Uniformity in handicapping basically lagged the development of course rating systems. Oversimplifying the Pope website accounts, ratings systems started in the early 1900s, but varied from club to club and later from region to region.

I have some vintage scorecards of country clubs and public courses, some dating back more than 60 years.
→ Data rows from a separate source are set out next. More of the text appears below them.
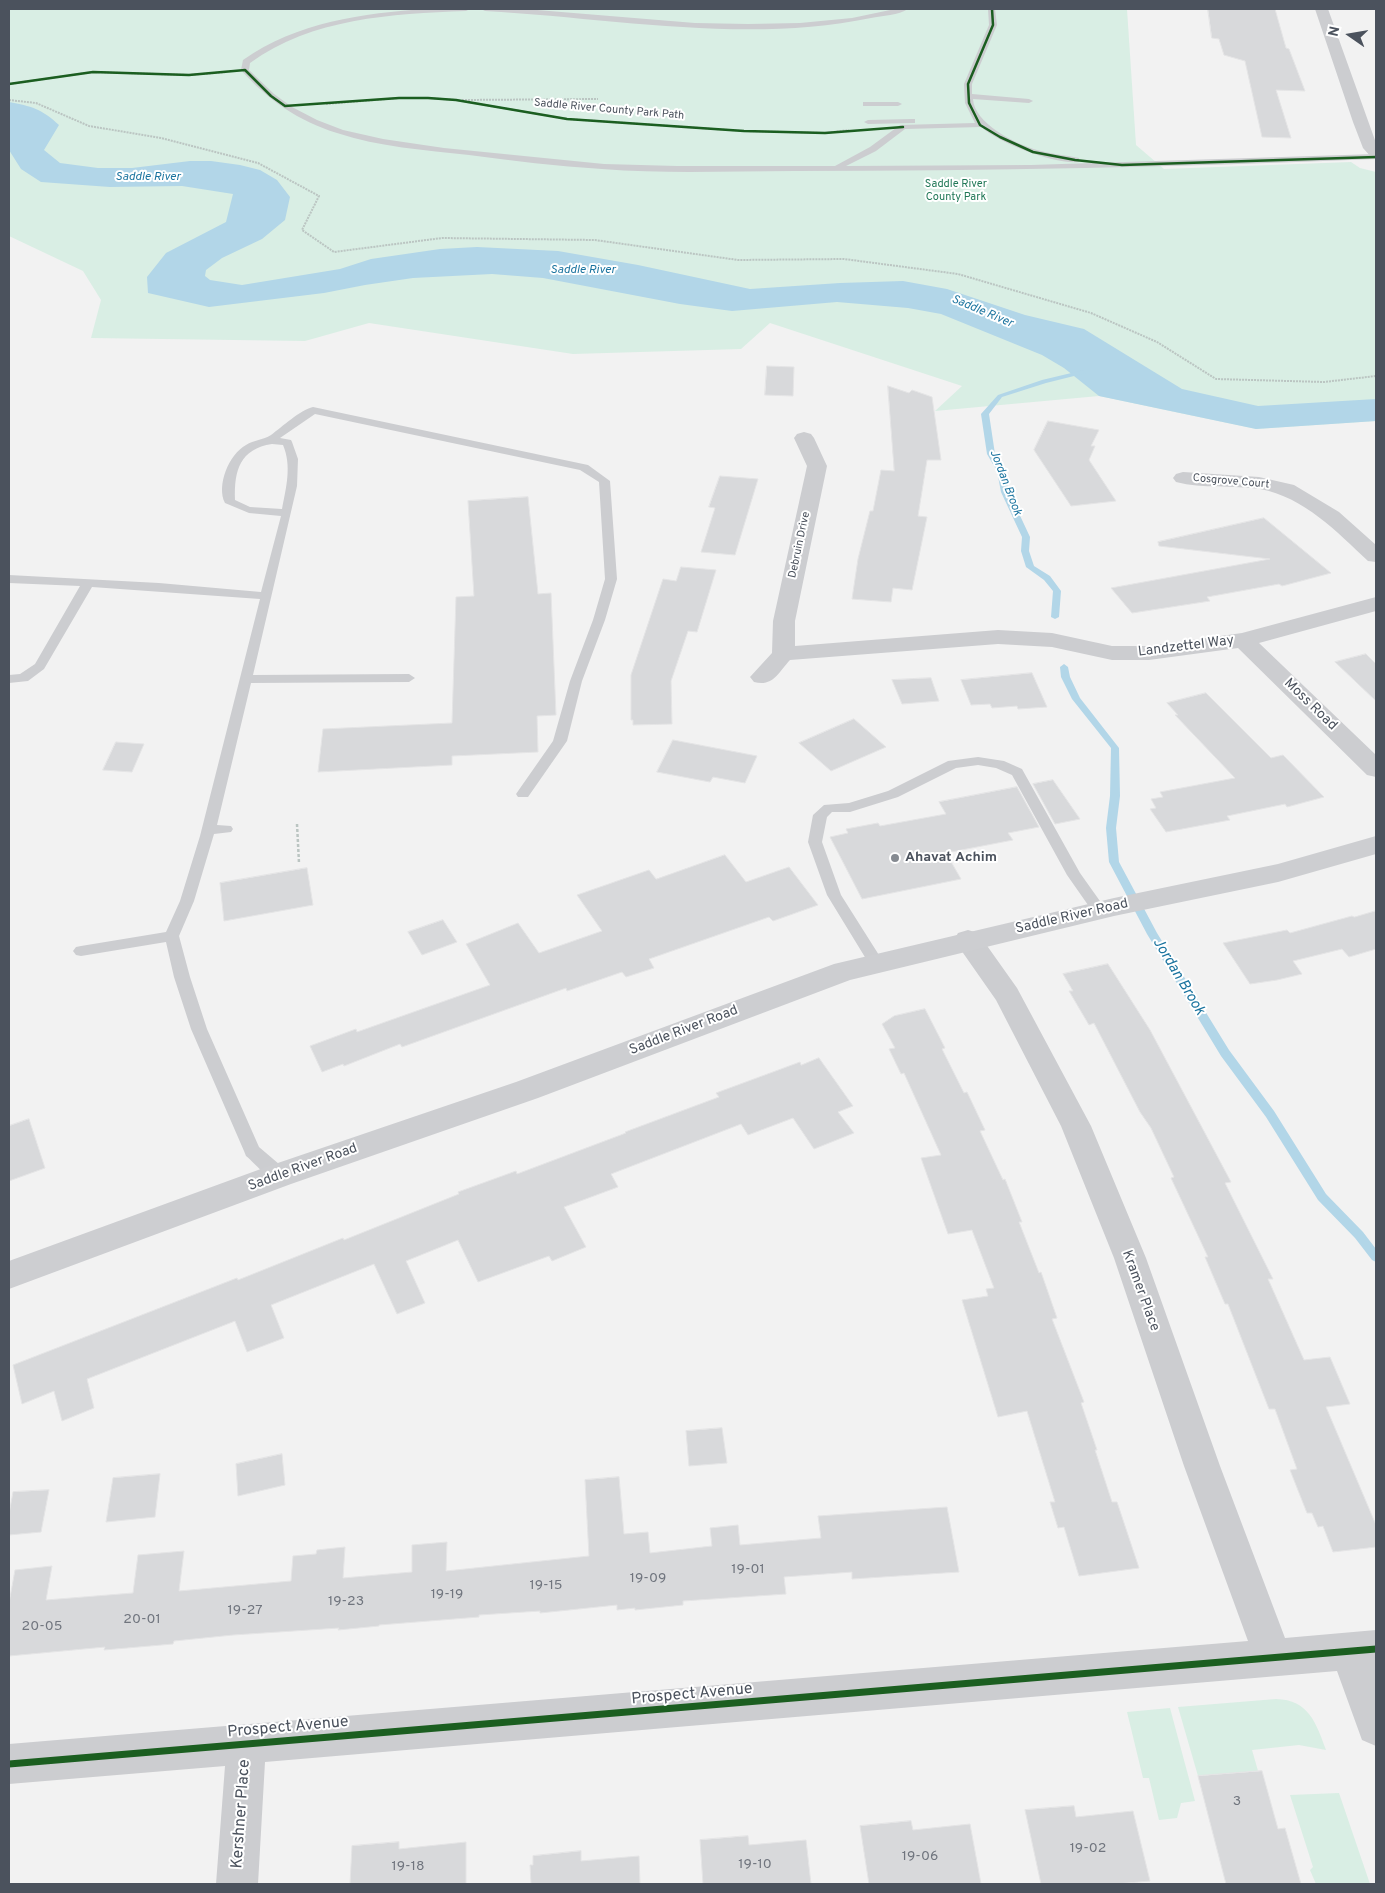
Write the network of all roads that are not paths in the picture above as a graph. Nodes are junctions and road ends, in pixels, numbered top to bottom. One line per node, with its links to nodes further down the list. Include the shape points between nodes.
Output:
1 (466, 9): 16 (lane, via 403,12 336,23 277,42 254,54 246,62 245,70 271,96 314,122 383,142 604,167)
2 (484, 9): 3 (lane, via 620,20 766,26 849,21)
3 (904, 9)
4 (992, 9): 6 (lane, via 993,25 968,84)
5 (1321, 9): 14 (street, via 1360,122)
6 (968, 96): 7 (lane); 13 (lane)
7 (1029, 102)
8 (866, 104): 9 (lane)
9 (898, 104)
10 (949, 120): 12 (lane)
11 (868, 122): 12 (lane)
12 (903, 124): 13 (lane); 16 (lane, via 885,143)
13 (980, 125): 15 (lane, via 1033,152)
14 (1376, 156): 15 (lane)
15 (1122, 165): 16 (lane)
16 (831, 169)
17 (804, 438): 27 (street, Debruin Drive, via 817,466 784,621)
18 (270, 440): 20 (lane, via 287,442 293,454 294,471); 20 (lane, via 250,446 236,458 228,488 229,500 237,507); 33 (lane, via 313,410 584,467 604,481 611,579 576,681 560,741)
19 (1183, 478): 21 (street, Cosgrove Court, via 1259,483 1287,489 1332,516)
20 (287, 513): 24 (lane)
21 (1376, 556)
22 (9, 579): 23 (lane)
23 (88, 583): 24 (lane); 30 (lane, via 40,666 23,678)
24 (265, 596): 31 (lane)
25 (1376, 604): 26 (street, Landzettel Way)
26 (1243, 640): 27 (street, Landzettel Way, via 1149,653 1112,653 1052,640 998,637); 32 (street, Moss Road)
27 (783, 654): 28 (street)
28 (762, 677)
29 (409, 678): 31 (lane)
30 (9, 679)
31 (245, 679): 35 (lane)
32 (1376, 769)
33 (523, 794)
34 (226, 829): 35 (lane)
35 (208, 830): 38 (lane, via 187,902)
36 (1376, 845): 37 (main road, Saddle River Road, via 1278,873)
37 (1107, 909): 39 (main road, Saddle River Road); 41 (lane, via 1074,874 1018,772 978,760 954,764 893,794 850,807 829,808 820,814 815,842 834,895)
38 (172, 936): 40 (lane); 42 (lane, via 199,1028 252,1151)
39 (968, 940): 41 (main road, Saddle River Road); 45 (street, Kramer Place, via 1006,995 1076,1126 1130,1258 1202,1466)
40 (81, 951)
41 (876, 963): 42 (main road, Saddle River Road, via 844,971 527,1090)
42 (280, 1175): 43 (main road, Saddle River Road)
43 (9, 1275)
44 (1363, 1651): 45 (street, Prospect Avenue); 46 (street)
45 (1274, 1659): 47 (street, Prospect Avenue)
46 (1376, 1726)
47 (246, 1744): 48 (street, Prospect Avenue); 49 (street, Kershner Place)
48 (9, 1764)
49 (237, 1884)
  • A 1950 scorecard from the original Bellerive Country Club (it moved to West St. Louis Co. a decade later) had no course ratings listed. A 1975ish scorecard from the new Bellerive did list course ratings for different tees.
  • California in 1978 was in transition: Pebble Beach had course ratings for all four tee boxes, but these were in round numbers: 75, 72, and 70. Torrey Pines - North and South courses - both had course ratings with decimal points, i.e., 68.9.
  • For run of the mill public courses, ratings were often omitted until 1980s. Ruth Park Golf Club (St. Louis) had no ratings listed on its scorecards until about 10 years ago. I have Ruth Park cards from four different decades. In present day, a few nine-hole layouts still lack ratings/slope on scorecards.

As a caddie, and well up into the 1980s, private clubs or public courses with formal league systems had players turn in their scorecards for club-level audit, and these equity-adjusted scores were entered into HDCP system. Then one day, players started entering their own equity-adjusted scores under the honor system. Can't really remember when the change-over took place.